There is a better way. customer-focused salespeople are able to converse situationally and ask relevant questions to empower business decision makers to understand how they can achieve their goals, solve their problems, and satisfy their needs. Their managers simply need to monitor their progress and help them succeed. customer-focused salespeople tend to call on their managers when they need company resources to help them make a sale. For example, they might need an executive sales call, a headquarters visit, a presales technical consultant, or extra administrative support. And in our experience, customer- centric salespeople get the support they need when they need it, because they are able to demonstrate to their managers that they have earned the right to command finite company resources. Before they ask for resources, they can document a decision maker’s goal, current situation, and vision of using their offering to achieve a goal, solve a problem, or satisfy a need.

7. Empowering Buyers versus Attempting to Sell Them

In our workshops for salespeople, we frequently conduct an interesting exercise. We ask participants to take out a blank sheet of paper and to pretend that they are the authors of their own dictionaries. Then we ask them to define selling.

We’re always astounded at the perceptions that professional salespeople have of their own profession. They define selling as, for example, convincing, persuading, getting someone else to do what you want, handling or overcoming objections, taking at least five no’s before giving up, negotiating to get what you want, and—of course—the big one: closing. ABC—always be closing. Close early! Close often!

Looking at this list and thinking about the mindset that lies behind it, is it any wonder that most people—even salespeople—do not like being approached by salespeople?

We also work with buyers. When asked to describe salespeople, most buyers use terms like aggressive, insincere, pushy, manipulative, overfamiliar, prone to exaggerate, poor listeners, and so on. When asked to net these negatives down to one word, the number one response we get from buyers is pressure. When buyers deal with sellers, they feel pushed, manipulated, pressured into doing things that they end up wishing they hadn’t done.

These preconceptions are traps. If sellers are going to escape from them, they will have to learn to sell differently. Their concept of selling will have to be reframed so that it becomes customer-focused (again, empowering buyers to achieve their goals, solve their problems, or satisfy their needs). This is not all that difficult to accomplish. Why do we say that? Because we have taught thousands of self-declared “nonsalespeople” how to sell. By nonsalespeople, we mean people who do not want to think of themselves as salespeople in the traditional sense—engineers, accountants, lawyers, consultants, scientists—people whose worst nightmare is calling home and telling their mothers they have decided to become a salesperson!

Think about the engineer nonsalesperson, for example. Engineers love to help people solve problems. By and large, engineers do not want to behave like traditional salespeople, but when the concept of selling is reframed, they are very happy serving as customer-focused salespeople. By no means can all engineers be taught to sell, but there are a number of them who have a positive mindset, have few preconceived notions, and are open to the challenge.

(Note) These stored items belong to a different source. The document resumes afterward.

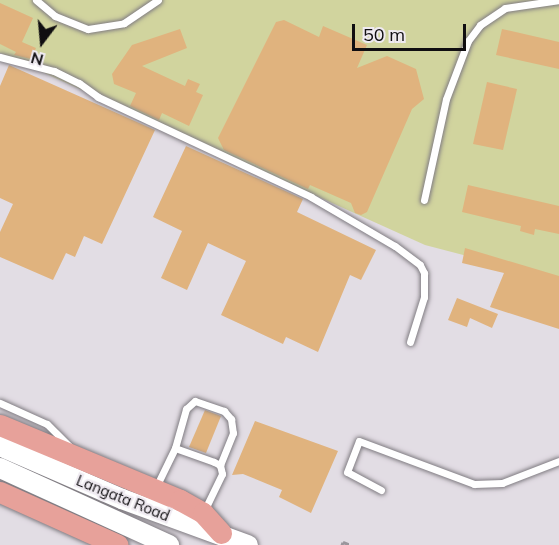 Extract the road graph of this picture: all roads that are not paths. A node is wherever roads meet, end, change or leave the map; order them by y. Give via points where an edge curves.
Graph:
1 (36, 0) edge
2 (158, 0) edge
3 (559, 0) edge
4 (0, 57) edge
5 (424, 200) dead end
6 (410, 342) dead end
7 (0, 403) edge
8 (0, 425) edge
9 (0, 446) edge
10 (175, 448) junction
11 (72, 454) junction
12 (559, 461) edge
13 (220, 465) junction
14 (0, 468) edge
15 (155, 490) junction
16 (381, 490) dead end
17 (0, 492) edge
18 (0, 507) edge
19 (203, 513) junction
20 (220, 533) junction
21 (117, 545) edge
22 (169, 545) edge
23 (248, 545) edge

1 - 2 lane via 55,16 88,29 124,23
3 - 5 lane via 505,8 480,25 468,41 446,99
4 - 6 lane via 62,75 98,98 311,197 395,246 420,265 424,273 424,297
7 - 11 lane via 46,424 61,435
8 - 11 main road
9 - 20 main road, Langata Road via 122,499
10 - 13 lane
10 - 13 lane via 186,409 195,401 224,411 231,419 233,433
10 - 15 lane
11 - 15 main road
12 - 16 lane via 502,483 474,484 359,441 347,472
13 - 19 lane via 222,474
14 - 22 main road, Langata Road
15 - 19 main road
17 - 21 main road
18 - 21 main road
19 - 20 main road
20 - 23 main road, Langata Road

We believe a seller’s objective, going into a new relationship with a buyer, should be to help the buyer achieve a goal, solve a problem, or satisfy a need—and then be prepared to leave if the seller doesn’t believe the prospect can be empowered to accomplish one of those goals. This may sound like only a small shift away from a traditional sales approach, but in fact, it’s fundamentally different. Imagine yourself as a buyer. Wouldn’t you rather have a meeting with someone who had that attitude, rather than the mindset of a traditional salesperson?